Other solutions proposed: Alternative 1: “No Action”, which would cost around $600,000 over a thirty year period and would leave the cabin owners with “5 days a year of occupancy.”
Alternative 2: “Minor Grading and Onsite Encapsulation”, which would import two feet of clean soil to the project site and suggest removal of 935 trees. This alternative costs $5.75 million over a thirty year period which does not include the Mill Site cleanup worth an estimated $4 million.
Alternative 3: “Selective Hotspot Excavation” with either onsite or offsite disposal which came with an estimated thirty year cost of between $3.4-4.4 million. This would contemplate a partial cleanup of the area and allow cabin owners 182 days a year of occupancy.
Alternative 4 was the previously described soil removal estimated at $8.8 million.
Who pays for this cleanup? As of now, the answer is no one.
The USFS has been working on PRP (potential responsible party) settlement negotiations to determine financial responsibility. According to Dennis Geiser, a regional Environmental Engineer working on the project, “PRP settlement negotiators notified Union Bank (a prior owner of the property) that it could be financially responsible, but we are being stonewalled by them.”
The reason for this is Union Bank likely thinks they are not liable and knows the Forest Service would have to take legal action to hold them responsible. Essentially they are calling a bluff from the Forest Service.
After rounds of questioning, Geiser finally admitted, “Any party that is deemed responsible could be held financially responsible.” This incited one member of the audience to blurt out, “So we, the victims of this, could be forced to pay for the cleanup?” , to which Geiser answered reluctantly, “Yes, it is possible.”
Earlier in the presentation, Noelle Graham-Wakoski, the Regional On-Scene Coordinator, explained that because contaminated soil was found intermittently throughout the site, it was probably not a spill that ran down the site but rather many different instances of people (cabin owners or cabin builders) moving the soil in an unnatural manner.

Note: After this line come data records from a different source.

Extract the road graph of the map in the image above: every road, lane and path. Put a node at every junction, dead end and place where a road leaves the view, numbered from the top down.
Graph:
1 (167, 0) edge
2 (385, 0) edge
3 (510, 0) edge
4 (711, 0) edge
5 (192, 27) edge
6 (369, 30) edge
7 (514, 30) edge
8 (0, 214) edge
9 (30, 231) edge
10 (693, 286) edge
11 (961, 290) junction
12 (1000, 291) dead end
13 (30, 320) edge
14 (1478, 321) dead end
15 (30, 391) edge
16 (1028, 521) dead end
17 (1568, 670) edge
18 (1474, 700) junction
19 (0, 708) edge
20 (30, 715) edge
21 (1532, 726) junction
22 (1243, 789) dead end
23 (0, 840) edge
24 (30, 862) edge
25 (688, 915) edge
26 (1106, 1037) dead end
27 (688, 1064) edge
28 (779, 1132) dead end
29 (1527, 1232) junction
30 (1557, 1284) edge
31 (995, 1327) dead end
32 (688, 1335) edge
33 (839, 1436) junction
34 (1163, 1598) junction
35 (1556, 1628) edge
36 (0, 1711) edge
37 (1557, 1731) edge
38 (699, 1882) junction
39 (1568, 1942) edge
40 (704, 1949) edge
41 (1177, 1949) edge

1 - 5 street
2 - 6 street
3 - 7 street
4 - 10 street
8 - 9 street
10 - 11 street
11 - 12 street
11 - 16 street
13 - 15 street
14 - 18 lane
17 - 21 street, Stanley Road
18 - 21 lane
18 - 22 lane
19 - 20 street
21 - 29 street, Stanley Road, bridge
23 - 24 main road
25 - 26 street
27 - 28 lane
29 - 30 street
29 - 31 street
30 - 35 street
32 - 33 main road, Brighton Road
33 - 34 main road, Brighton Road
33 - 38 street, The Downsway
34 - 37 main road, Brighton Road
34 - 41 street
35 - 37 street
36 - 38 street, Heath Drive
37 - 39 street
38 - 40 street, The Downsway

This hypothetically could mean the cabin owners are responsible but Mark Carney, a cabin owner and an attorney representing a subset of the owners shot this down quickly. “Good luck blaming the victims in a court.” he said.
Carney went on, stating, “It is 30 months after the closure board contacted us, and at that time (april-may 2017) they told us it would be done by November 2017.”
On Feb, 2, 2018 Carney wrote a letter to representatives of the Forest Service, including Randall-Parker and Geiser, where he laid out twenty questions that he had. There was no response due to the ongoing PRP negotiations. Eventually, Carney spoke on the phone with multiple representatives from the Forest Service and a team of lawyers.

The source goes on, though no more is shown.